Anyway, i've been working 12 hour days, or rather, nights (7pm-7am). Switching my body clock to full-blown vampire mode has been challenging to say the least. Add an hour drive each way to the set and you can perhaps see why i have forgiven myself so easily for my lapse in blog posting, especially since i can't post any of the work i'm doing at the present time.
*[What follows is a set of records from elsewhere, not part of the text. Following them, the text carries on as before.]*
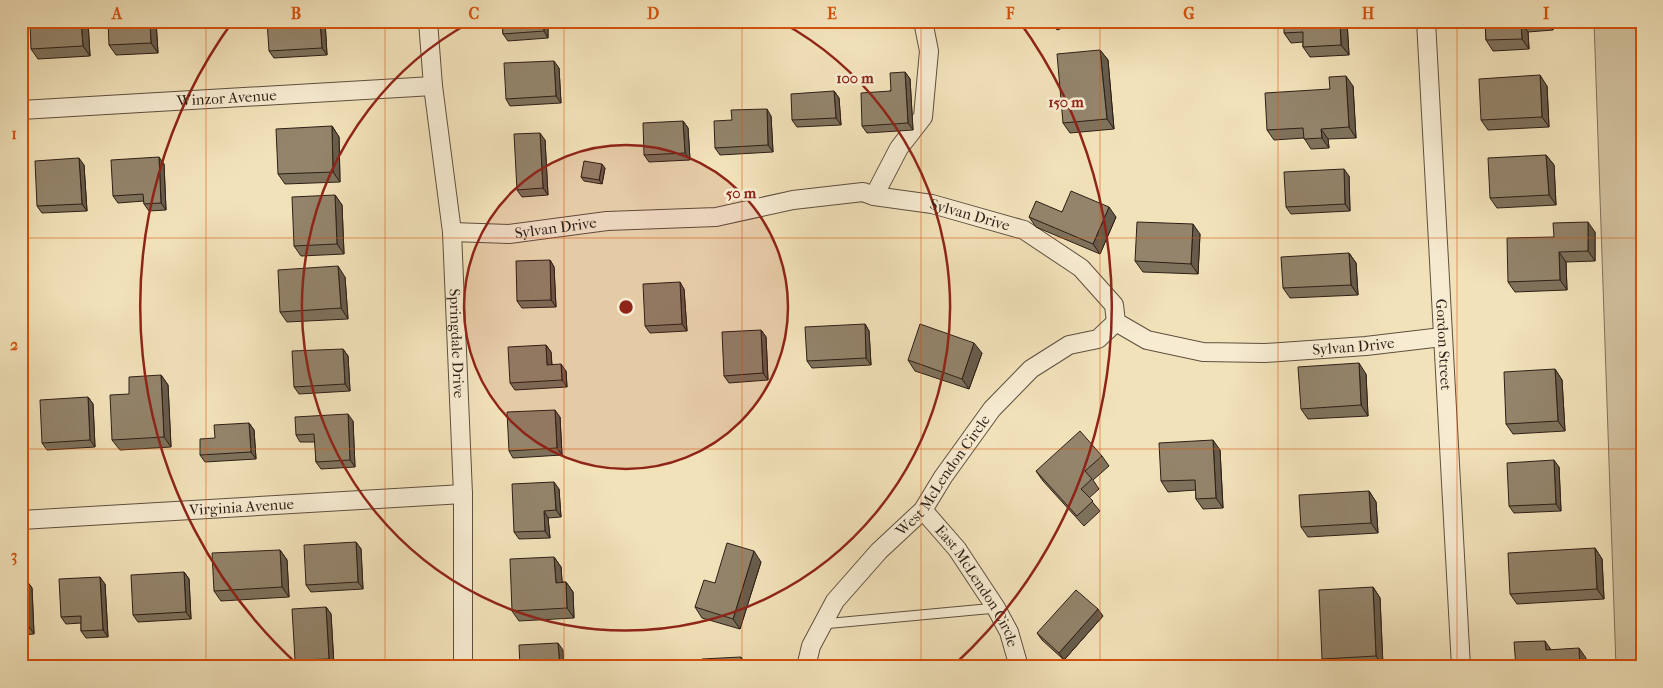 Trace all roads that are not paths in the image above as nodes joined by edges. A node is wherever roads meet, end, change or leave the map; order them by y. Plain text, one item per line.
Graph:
1 (428, 21) edge
2 (922, 21) edge
3 (1426, 21) edge
4 (433, 86) junction
5 (21, 110) edge
6 (874, 196) junction
7 (452, 232) junction
8 (1116, 322) junction
9 (1442, 336) junction
10 (463, 494) junction
11 (923, 510) junction
12 (21, 520) edge
13 (996, 608) junction
14 (823, 624) junction
15 (464, 667) edge
16 (806, 667) edge
17 (1019, 667) edge
18 (1461, 667) edge

1 - 4 street, Springdale Drive
2 - 6 street
3 - 9 street, Gordon Street
4 - 5 street, Winzor Avenue
4 - 7 street, Springdale Drive
6 - 7 street, Sylvan Drive
6 - 8 street, Sylvan Drive
7 - 10 street, Springdale Drive
8 - 9 street, Sylvan Drive
8 - 11 street, West McLendon Circle
9 - 18 street, Gordon Street
10 - 12 street, Virginia Avenue
10 - 15 street, Springdale Drive
11 - 13 street, East McLendon Circle
11 - 14 street, West McLendon Circle
13 - 14 lane
13 - 17 street, East McLendon Circle
14 - 16 street, West McLendon Circle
Which, of course, brings us back to the Clydesdale. After all, i have to post some kind of photo in a photography blog, don't i? I got to play a small part on Monday as a stringer on the Enquirer's photographic team, though my role coving the bar scene near the stadium was certainly not the most exciting aspect of the day. But on my way back to process and upload images i passed by this scene of a freshly unharnessed Clydesdale at the end of the parade. Seemed like a good scene for a photograph though i had to wonder if these positions are assigned or if they actually take turns on butt detail. :-)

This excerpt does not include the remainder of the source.